The funny thing about a whole class of technology that enhances experience and personalization is that it puts great pressure on us to know who we are. We will soon dwell smack in the middle of the Library of Everything, surrounded by the liquid presence of all existing works of humankind, just within reach of our fingertips, for free. The great filters will be standing by, quietly guiding us, ready to serve us our wishes. “What do you want?” the filters ask. “You can choose anything; what do you choose?” The filters have been watching us for years; they anticipate what we will ask. They can almost autocomplete it right now. Thing is, we don’t know what we want. We don’t know ourselves very well. To some degree we will rely on the filters to tell us what we want. Not as slave masters, but as a mirror. We’ll listen to the suggestions and recommendations that are generated by our own behavior in order to hear, to see who we are. The hundred million lines of code running on the million servers of the intercloud are filtering, filtering, filtering, helping us to distill ourselves to a unique point, to optimize our personality. The fears that technology makes us more uniform, more commoditized are incorrect. The more we are personalized, the easier it is for the filters because we become distinct, an actualized distinction they can reckon with. At its heart, the modern economy runs on distinction and the power of differences—which can be accentuated by filters and technology. We can use the mass filtering that is coming to sharpen who we are, for the personalization of our own person.

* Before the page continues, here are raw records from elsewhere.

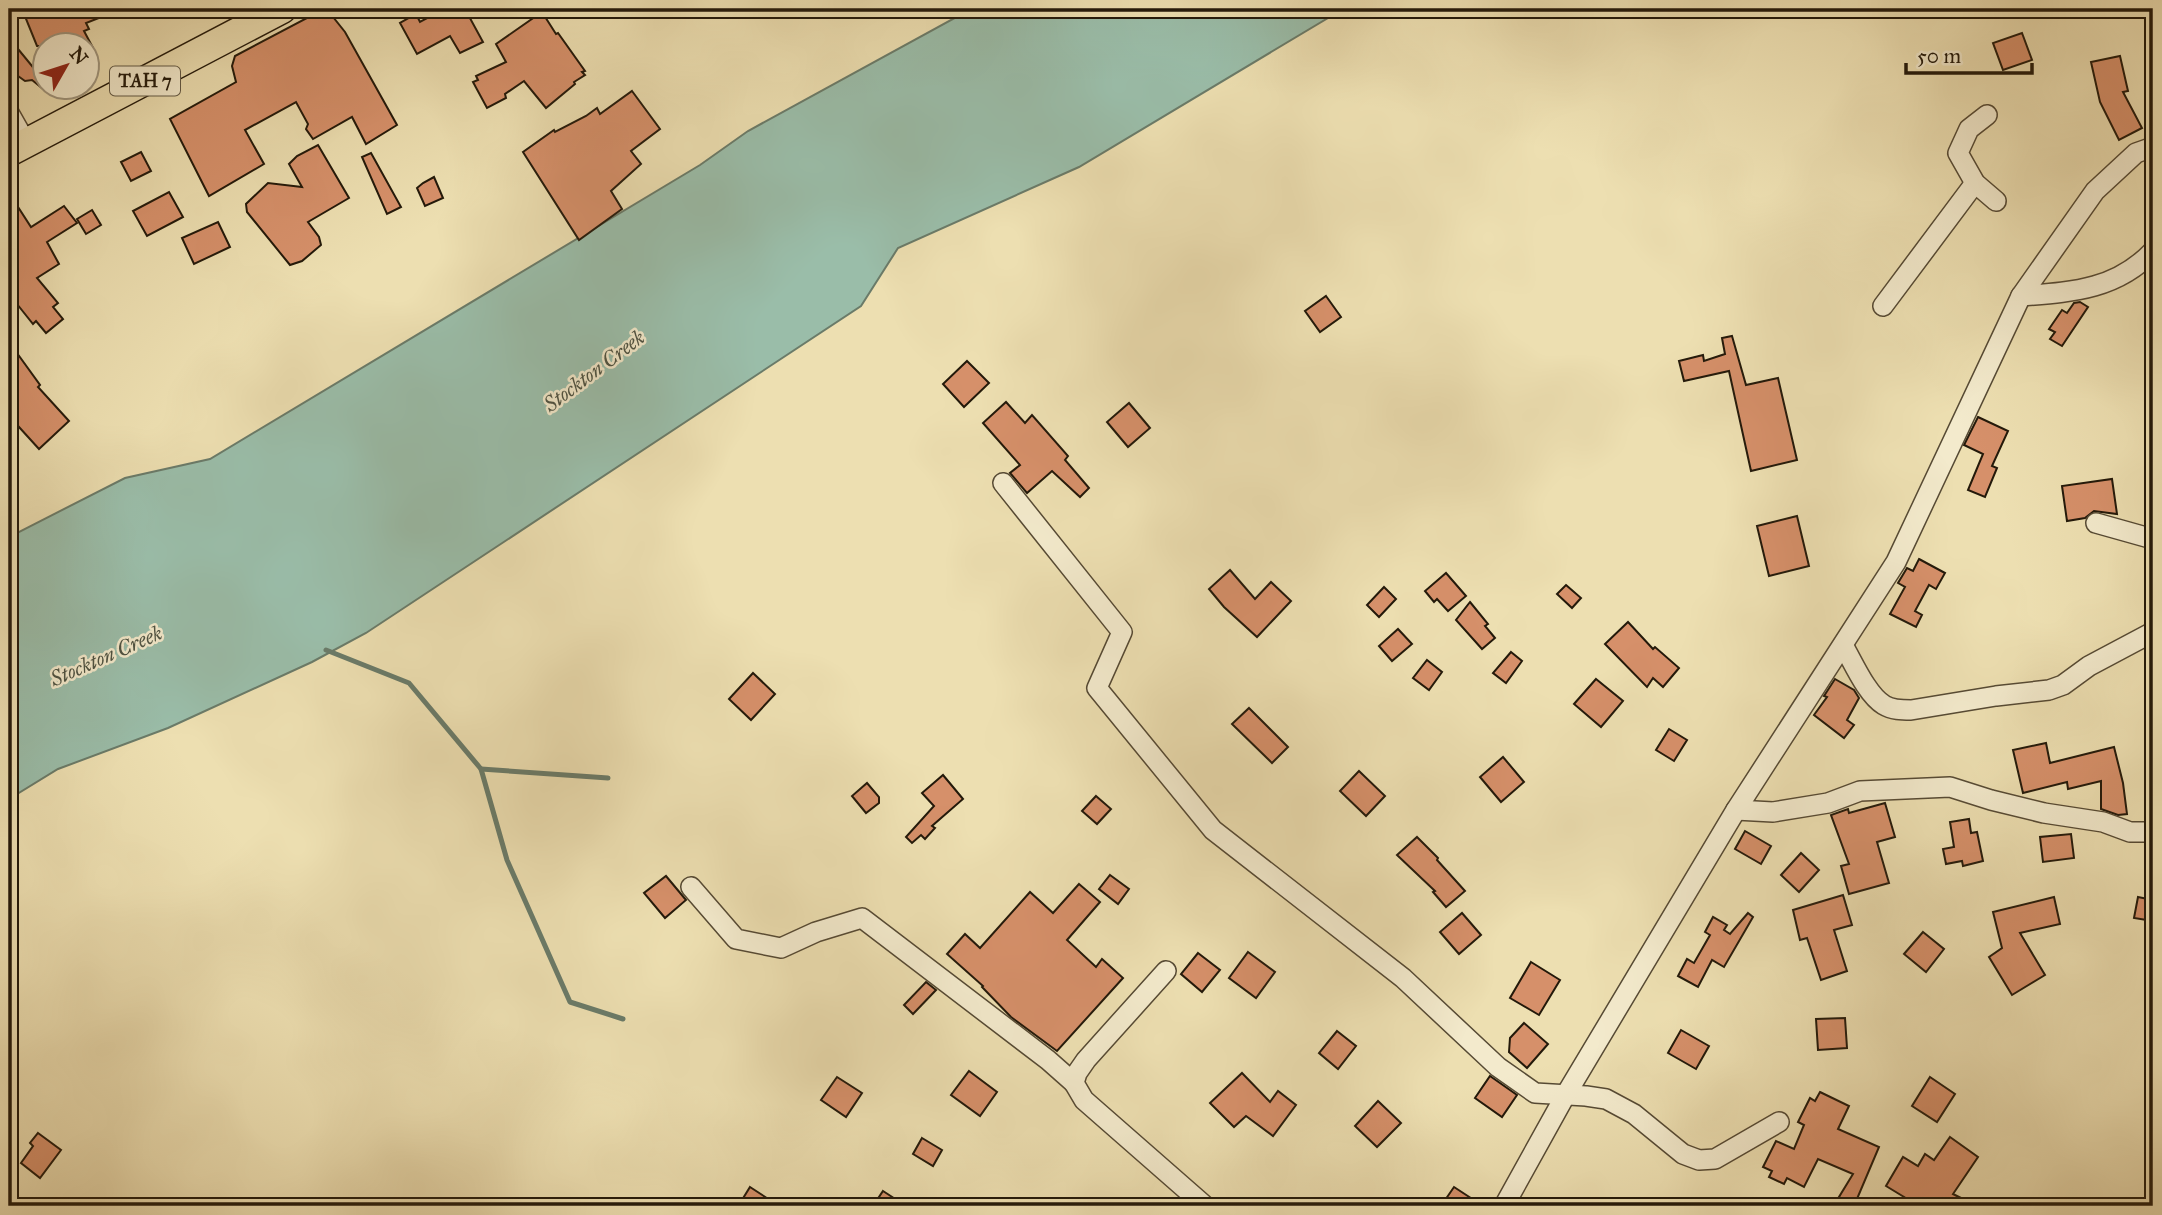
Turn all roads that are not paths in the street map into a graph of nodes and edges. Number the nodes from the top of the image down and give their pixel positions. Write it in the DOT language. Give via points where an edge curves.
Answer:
graph roads {
  1 [pos="282,9"];
  2 [pos="9,113"];
  3 [pos="1987,115"];
  4 [pos="2153,147"];
  5 [pos="18,148"];
  6 [pos="1975,183"];
  7 [pos="1996,201"];
  8 [pos="2153,251"];
  9 [pos="2021,296"];
  10 [pos="1883,306"];
  11 [pos="1003,482"];
  12 [pos="2096,523"];
  13 [pos="2153,538"];
  14 [pos="2153,632"];
  15 [pos="1843,645"];
  16 [pos="1736,810"];
  17 [pos="2153,832"];
  18 [pos="691,887"];
  19 [pos="1166,971"];
  20 [pos="1073,1083"];
  21 [pos="1565,1096"];
  22 [pos="1779,1122"];
  23 [pos="1205,1206"];
  24 [pos="1504,1206"];
  1 -- 5 [label="highway, TAH 7"];
  2 -- 5 [label="street"];
  3 -- 6 [label="street" via="1969,129 1958,153"];
  4 -- 9 [label="street" via="2136,153 2095,191"];
  6 -- 7 [label="street"];
  6 -- 10 [label="street"];
  8 -- 9 [label="street" via="2123,276 2100,285"];
  9 -- 15 [label="street" via="1896,562"];
  11 -- 21 [label="street" via="1122,632 1097,688 1213,830 1403,978 1498,1067 1535,1093"];
  12 -- 13 [label="street"];
  14 -- 15 [label="street" via="2049,690 1911,710 1883,704"];
  15 -- 16 [label="street"];
  16 -- 17 [label="street" via="1773,812 1828,803 1860,791 1950,787 2044,813 2103,822 2130,832"];
  16 -- 21 [label="street"];
  18 -- 20 [label="street" via="736,939 781,948 862,918"];
  19 -- 20 [label="street" via="1086,1060"];
  20 -- 23 [label="street" via="1084,1100"];
  21 -- 22 [label="street" via="1606,1099 1634,1114 1683,1154 1699,1160 1715,1158"];
  21 -- 24 [label="street"];
}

More filtering is inevitable because we can’t stop making new things. Chief among the new things we will make are new ways to filter and personalize, to make us more like ourselves.

8 REMIXING

Paul Romer, an economist at New York University who specializes in the theory of economic growth, says real sustainable economic growth does not stem from new resources but from existing resources that are rearranged to make them more valuable. Growth comes from remixing. Brian Arthur, an economist at the Santa Fe Institute who specializes in the dynamics of technological growth, says that all new technologies derive from a combination of existing technologies. Modern technologies are combinations of earlier primitive technologies that have been rearranged and remixed. Since one can combine hundreds of simpler technologies with hundreds of thousands of more complex technologies, there is an unlimited number of possible new technologies—but they are all remixes. What is true for economic and technological growth is also true for digital growth. We are in a period of productive remixing. Innovators recombine simple earlier media genres with later complex genres to produce an unlimited number of new media genres. The more new genres, the more possible newer ones can be remixed from them. The rate of possible combinations grows exponentially, expanding the culture and the economy.

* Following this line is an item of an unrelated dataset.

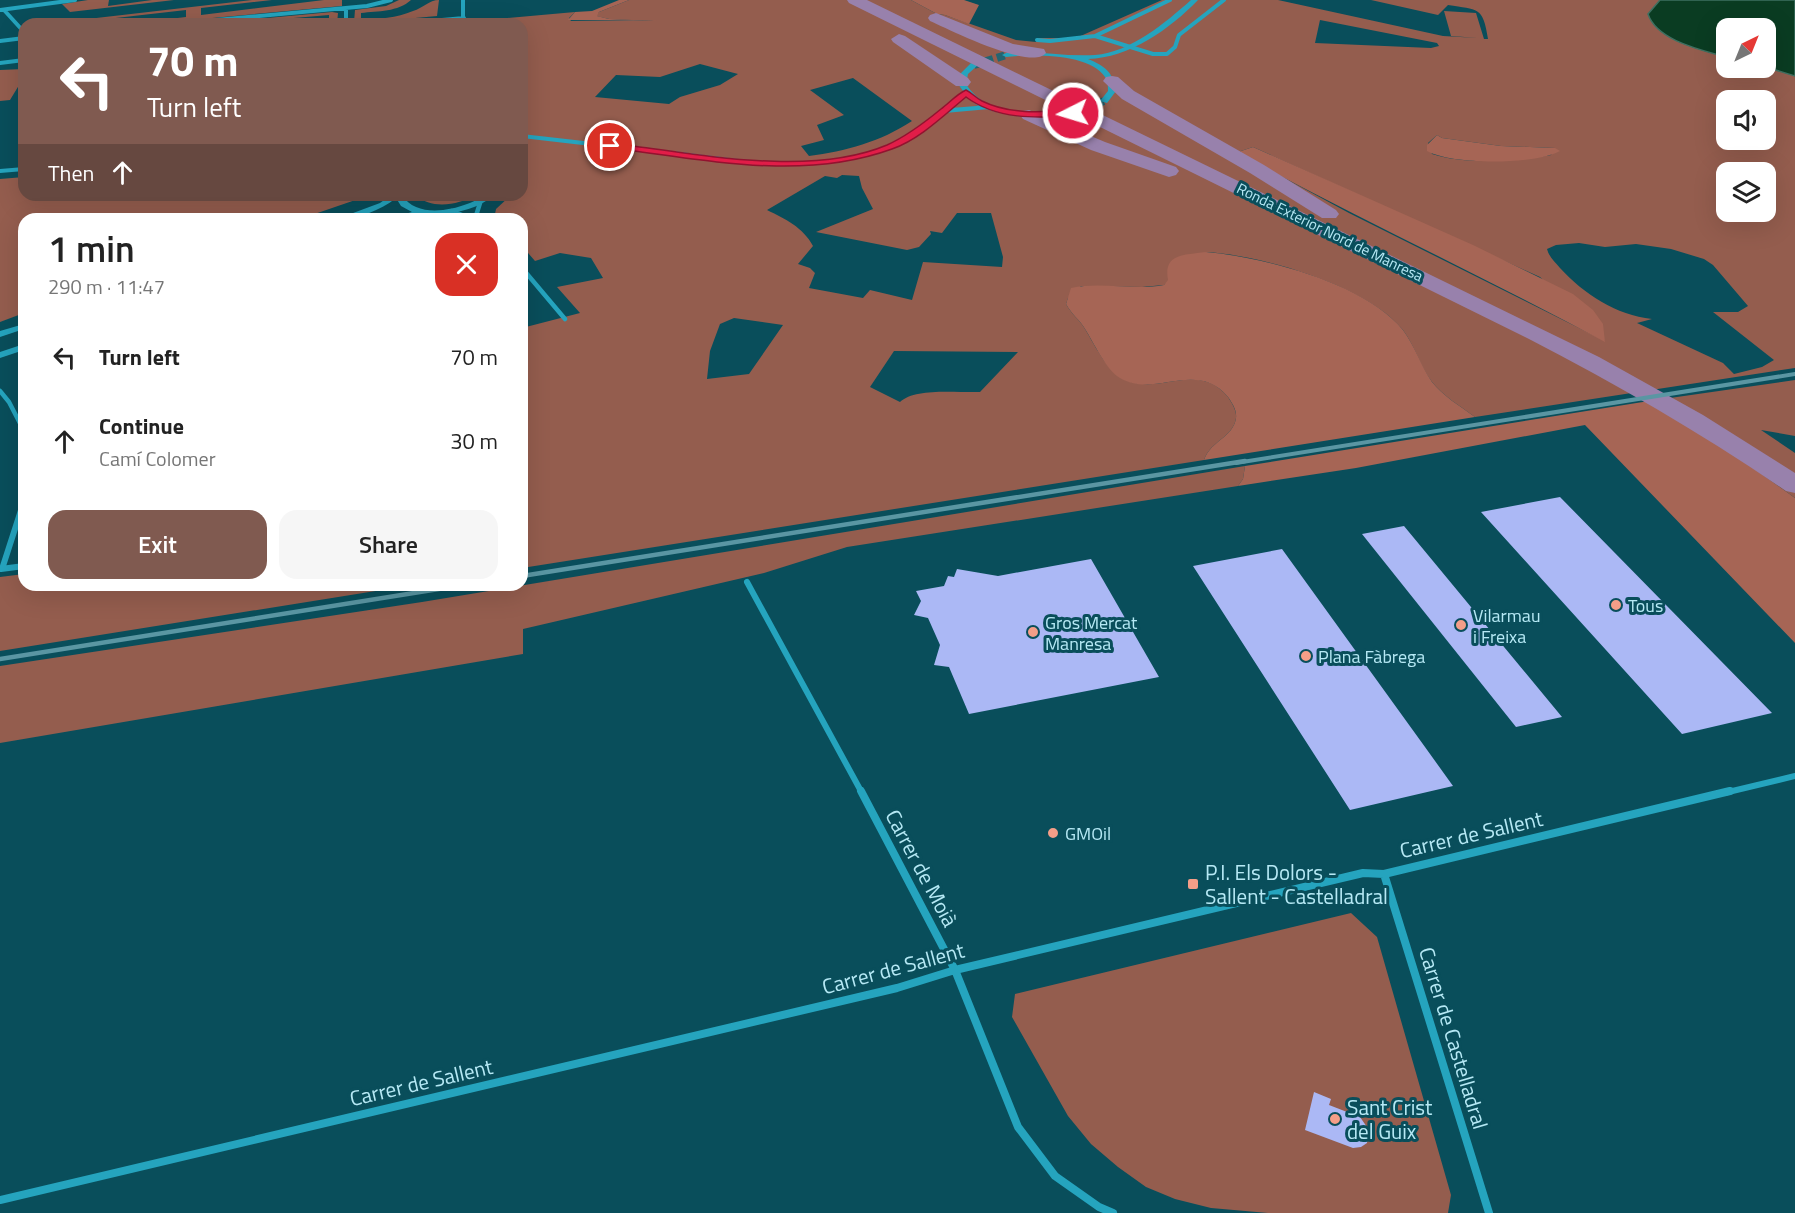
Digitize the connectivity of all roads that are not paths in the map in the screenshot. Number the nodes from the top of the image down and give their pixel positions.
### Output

We live in a golden age of new mediums. In the last several decades hundreds of media genres have been born, remixed out of old genres. Former mediums such as a newspaper article, or a 30-minute TV sitcom, or a 4-minute pop song still persist and enjoy immense popularity. But digital technology unbundles those forms into their elements so they can be recombined in new ways. Recent newborn forms include a web list article (a listicle) or a 140-character tweet storm. Some of these recombined forms are now so robust that they serve as a new genre. These new genres themselves will be remixed, unbundled, and recombined into hundreds of other new genres in the coming decades. Some are already mainstream—they encompass at least a million creators, and hundreds of millions in their audience.

For instance, behind every bestselling book are legions of fans who write their own sequels using their favorite author’s characters in slightly altered worlds. These extremely imaginative extended narratives are called fan fiction, or fanfic. They are unofficial—without the original authors’ cooperation or approval—and may mix elements from more than one book or author. Their chief audience is other avid fans. One fanfic archive lists 1.5 million fan-created works to date.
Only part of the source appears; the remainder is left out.